Puppeteer is a Node.js library from Google's Chrome team that drives Chrome (and, since v23, Firefox) through the Chrome DevTools Protocol (CDP) or WebDriver BiDi. Put simply – it lets your script act like a real user clicking through pages, except it happens in milliseconds and nobody's touching the mouse.
By default, Puppeteer runs in headless mode (no visible UI), which is what you want for scraping. If you've never worked with one before, our primer on what is a headless browser covers the basics.
What Puppeteer does well:
- Navigating pages, filling forms, clicking buttons, waiting for elements to load.
- Capturing screenshots and PDFs of rendered pages.
- Intercepting network requests, which is handy for blocking ads or faking API responses.
- Running JavaScript inside the page, so you can pull data straight out of live app state.
Where it falls short:
- It's Node.js only. Python developers are out of luck here (more on that later).
- Built-in support is Chrome-first. Firefox works via WebDriver BiDi from v23, but Safari and Edge are not on the table.
- No built-in grid for running hundreds of scrapers in parallel across machines. You'll roll your own or bring something like Docker Swarm or Kubernetes.

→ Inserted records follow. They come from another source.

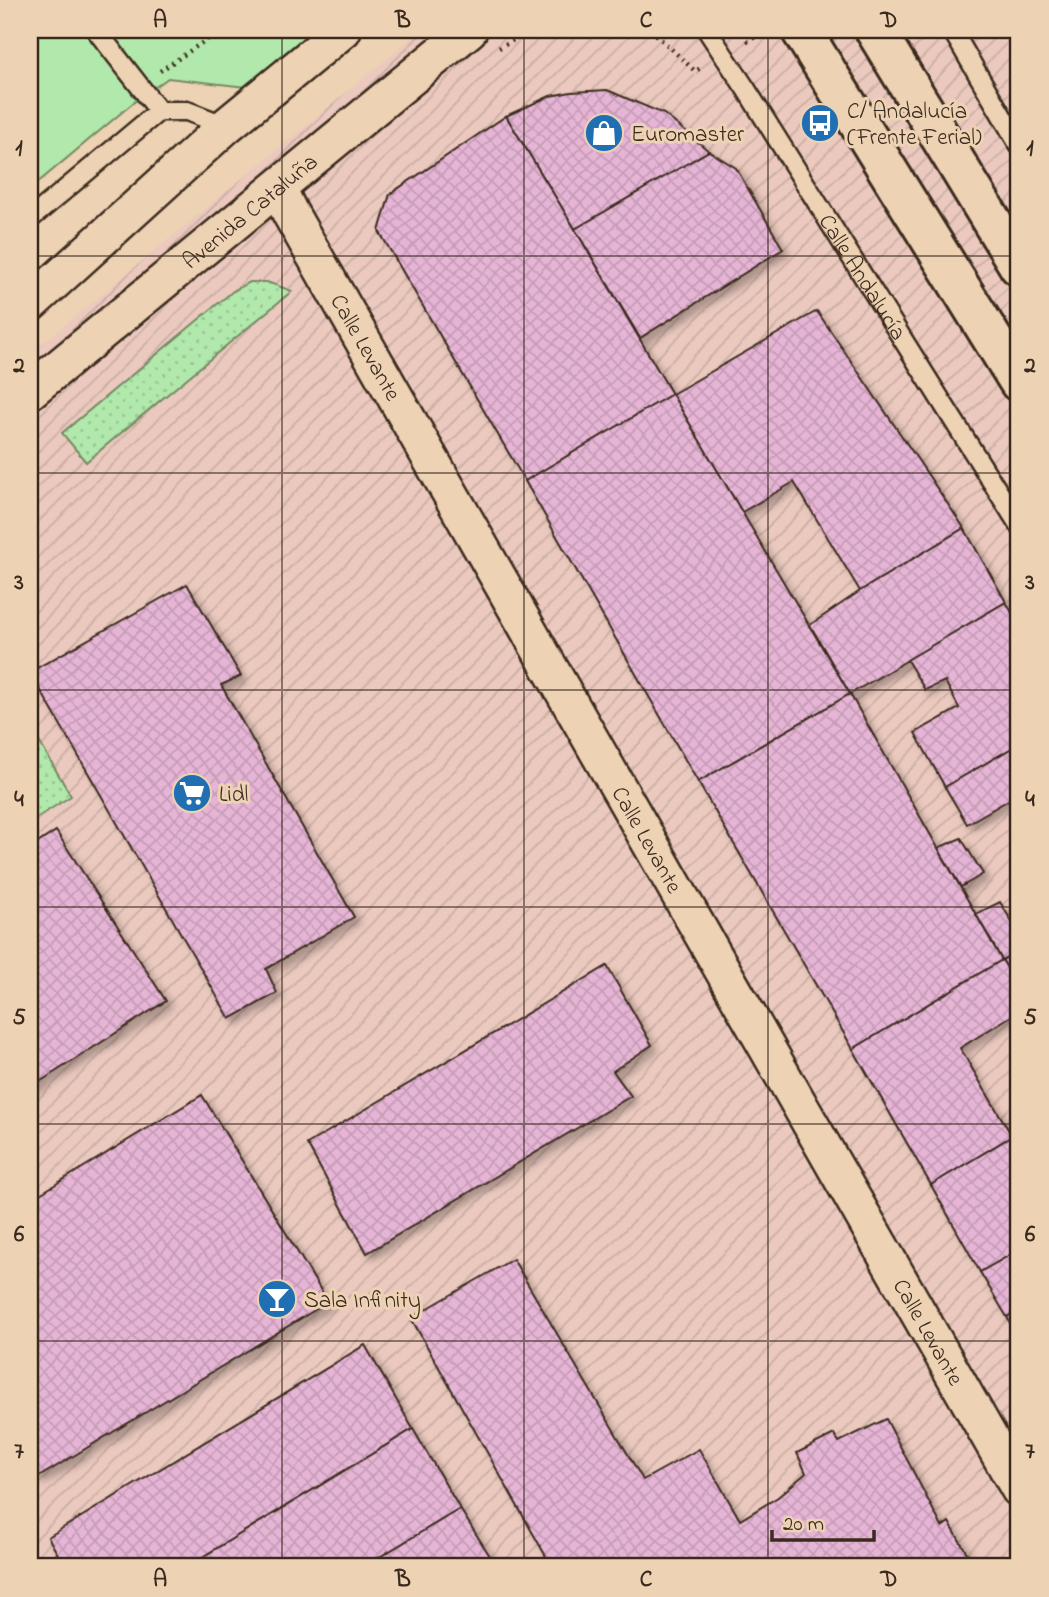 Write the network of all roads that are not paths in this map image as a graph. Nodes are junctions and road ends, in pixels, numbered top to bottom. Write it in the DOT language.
graph roads {
  1 [pos="96,30"];
  2 [pos="343,30"];
  3 [pos="469,30"];
  4 [pos="707,30"];
  5 [pos="801,30"];
  6 [pos="875,30"];
  7 [pos="952,30"];
  8 [pos="159,111"];
  9 [pos="226,126"];
  10 [pos="1019,145"];
  11 [pos="278,188"];
  12 [pos="30,219"];
  13 [pos="1019,266"];
  14 [pos="30,304"];
  15 [pos="1019,382"];
  16 [pos="30,391"];
  17 [pos="1019,525"];
  18 [pos="1019,1489"];
  1 -- 8 [label="lane"];
  2 -- 9 [label="street"];
  3 -- 11 [label="street, Avenida Cataluña"];
  4 -- 17 [label="lane, Calle Andalucía"];
  5 -- 15 [label="main road"];
  6 -- 13 [label="main road"];
  7 -- 10 [label="lane"];
  8 -- 9 [label="lane"];
  8 -- 12 [label="lane"];
  9 -- 14 [label="street"];
  11 -- 16 [label="street, Avenida Cataluña"];
  11 -- 18 [label="street, Calle Levante"];
} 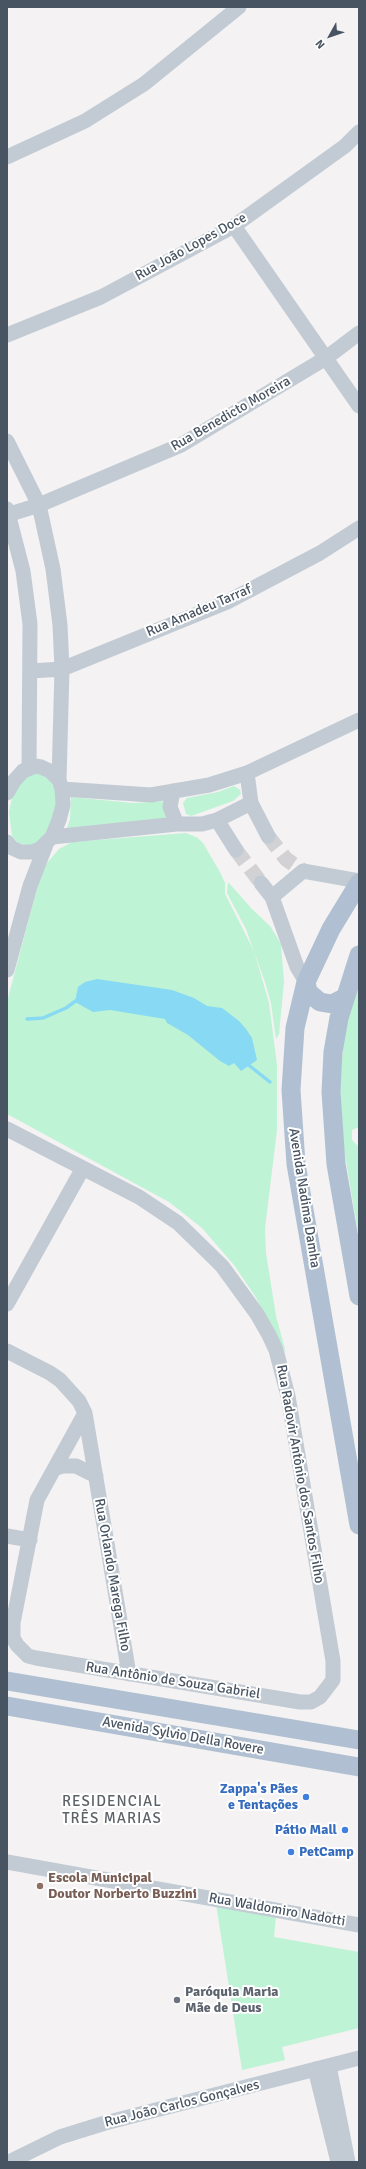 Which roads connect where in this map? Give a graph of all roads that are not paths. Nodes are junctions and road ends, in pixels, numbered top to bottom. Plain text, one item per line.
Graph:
1 (239, 7) edge
2 (359, 132) edge
3 (7, 157) edge
4 (234, 226) junction
5 (359, 333) edge
6 (7, 336) edge
7 (326, 358) junction
8 (359, 406) edge
9 (7, 441) edge
10 (39, 505) junction
11 (8, 513) edge
12 (359, 528) edge
13 (62, 669) junction
14 (31, 671) junction
15 (359, 720) edge
16 (7, 769) edge
17 (26, 770) junction
18 (247, 773) junction
19 (61, 785) junction
20 (173, 791) junction
21 (7, 793) edge
22 (251, 803) junction
23 (217, 820) junction
24 (177, 824) junction
25 (268, 836) tunnel mouth
26 (50, 839) junction
27 (7, 842) edge
28 (236, 850) tunnel mouth
29 (359, 882) edge
30 (261, 883) tunnel mouth
31 (272, 897) junction
32 (359, 955) edge
33 (7, 970) edge
34 (306, 982) junction
35 (344, 998) junction
36 (7, 1129) edge
37 (83, 1168) junction
38 (359, 1296) edge
39 (7, 1304) edge
40 (7, 1351) edge
41 (85, 1413) junction
42 (54, 1469) junction
43 (96, 1476) junction
44 (359, 1525) edge
45 (7, 1536) edge
46 (30, 1540) junction
47 (129, 1674) junction
48 (7, 1681) edge
49 (328, 1689) joint
50 (7, 1706) edge
51 (331, 1736) junction
52 (359, 1740) edge
53 (328, 1761) junction
54 (359, 1767) edge
55 (7, 1862) edge
56 (359, 1925) edge
57 (359, 2058) edge
58 (322, 2068) junction
59 (9, 2162) edge
60 (338, 2162) edge
61 (348, 2162) edge

1 - 3 street
2 - 4 street, Rua João Lopes Doce
4 - 6 street, Rua João Lopes Doce
4 - 7 street
5 - 7 street, Rua Benedicto Moreira
7 - 8 street
7 - 10 street, Rua Benedicto Moreira
9 - 10 street
10 - 11 street, Rua Benedicto Moreira
10 - 13 street
11 - 14 street
12 - 13 street, Rua Amadeu Tarraf
13 - 14 street, Rua Amadeu Tarraf
13 - 19 street
14 - 17 street
15 - 18 street
16 - 17 street
17 - 19 street
17 - 21 street
18 - 20 street
18 - 22 street
19 - 20 street
19 - 26 street
20 - 24 street
22 - 23 street
22 - 25 street
23 - 24 street
23 - 28 street
24 - 26 street
26 - 27 street
26 - 33 street
29 - 31 street
29 - 34 main road, Avenida Nadima Damha
30 - 31 street
31 - 34 street
32 - 35 main road
34 - 35 main road
34 - 44 main road, Avenida Nadima Damha
35 - 38 main road
36 - 37 street, Rua Radovir Antônio dos Santos Filho
37 - 39 street
37 - 49 street, Rua Radovir Antônio dos Santos Filho
40 - 41 street, Rua Orlando Marega Filho
41 - 42 street
41 - 43 street, Rua Orlando Marega Filho
42 - 43 street
42 - 46 street
43 - 47 street, Rua Orlando Marega Filho
45 - 46 street
46 - 47 street, Rua Antônio de Souza Gabriel
47 - 49 street, Rua Antônio de Souza Gabriel
48 - 51 main road, Avenida Sylvio Della Rovere
50 - 53 main road, Avenida Sylvio Della Rovere
51 - 52 main road, Avenida Sylvio Della Rovere
51 - 53 main road
53 - 54 main road, Avenida Sylvio Della Rovere
55 - 56 street, Rua Waldomiro Nadotti
57 - 58 street, Rua João Carlos Gonçalves
58 - 59 street, Rua João Carlos Gonçalves
58 - 60 street
58 - 61 street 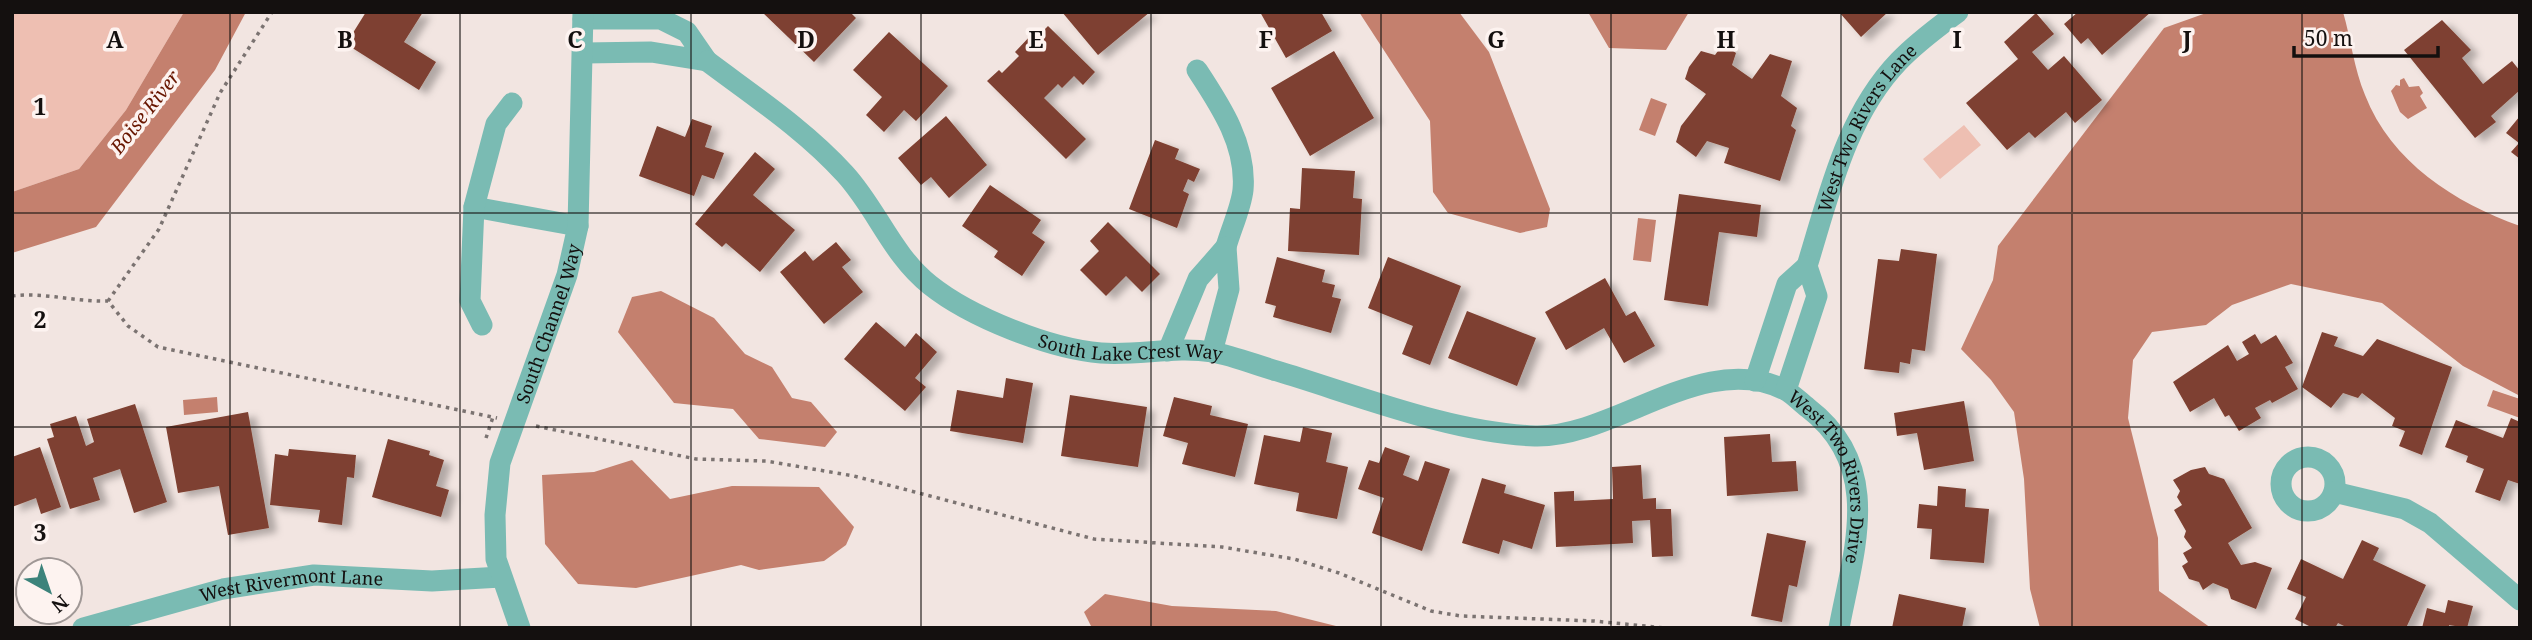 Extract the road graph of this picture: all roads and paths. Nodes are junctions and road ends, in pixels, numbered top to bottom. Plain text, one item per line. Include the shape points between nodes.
1 (272, 12) edge
2 (1958, 12) edge
3 (583, 16) edge
4 (584, 53) junction
5 (707, 61) junction
6 (1197, 70) dead end
7 (512, 103) dead end
8 (474, 207) junction
9 (578, 226) junction
10 (1226, 247) junction
11 (1807, 266) junction
12 (12, 296) edge
13 (108, 301) junction
14 (482, 325) dead end
15 (1168, 351) junction
16 (1212, 352) junction
17 (1755, 381) junction
18 (1786, 390) junction
19 (1646, 403) joint
20 (493, 416) dead end
21 (536, 426) dead end
22 (2334, 492) dead end
23 (501, 577) junction
24 (2520, 600) edge
25 (83, 628) edge
26 (520, 628) edge
27 (1665, 628) edge
28 (1839, 628) edge

1 - 13 path via 220,93 159,229
2 - 11 street, West Two Rivers Lane via 1898,61 1874,92 1843,153
3 - 4 street, South Channel Way
3 - 5 street, South Lake Crest Way via 661,19 687,32
4 - 5 street, South Lake Crest Way via 651,52
4 - 9 street, South Channel Way
5 - 15 street, South Lake Crest Way via 805,134 847,176 904,261 932,287 1000,323 1071,348 1102,354
6 - 10 street via 1221,106 1241,154 1243,190
7 - 8 street via 496,124
8 - 9 street
8 - 14 street via 470,301
9 - 23 street, South Channel Way via 567,275 500,463 495,515
10 - 15 street via 1198,279
10 - 16 street via 1228,289
11 - 17 street, West Two Rivers Lane via 1787,284
11 - 18 street via 1817,296
12 - 13 path via 34,293 61,300
13 - 20 path via 128,326 158,348
15 - 16 street, South Lake Crest Way
16 - 19 street, South Lake Crest Way via 1472,429 1520,435 1562,433
17 - 18 street, West Two Rivers Drive
17 - 19 street, West Two Rivers Drive via 1714,381
18 - 28 street, West Two Rivers Drive via 1819,416 1835,436 1856,482 1858,531
21 - 27 path via 696,459 766,461 854,476 1094,539 1222,547 1294,559 1431,611
22 - 24 street via 2405,509 2430,523
23 - 25 street, West Rivermont Lane via 432,581 314,575 223,589
23 - 26 street, South Channel Way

The Puppeteer ecosystem also has puppeteer-extra, a plugin system that adds things like stealth mode (to hide automation fingerprints) and ad blocking. For scraping work where sites sniff for bots, puppeteer-extra-plugin-stealth is basically a must-have.
What is Selenium?
Selenium has been around since 2004, making it older than most junior engineers reading this post. It was built for cross-browser QA testing first, and scraping adoption came later.
Selenium has 3 components, and it helps to know what each one does:
- WebDriver – the core API that talks to browsers. This is the part you use for scraping.
- Selenium IDE – a record-and-replay tool that runs as a browser extension. Great for non-developers. Not really a scraping tool.
- Selenium Grid – lets you run tests (or scrapers) in parallel across many machines. Useful once you outgrow a single box.
Selenium’s biggest selling point is its broad language and browser support. It works with Java, Python, JavaScript, C#, Ruby, and Kotlin. It can also automate Chrome, Firefox, Safari, and Edge (plus Internet Explorer, if you're unlucky enough to still need it), something no other automation tool matches.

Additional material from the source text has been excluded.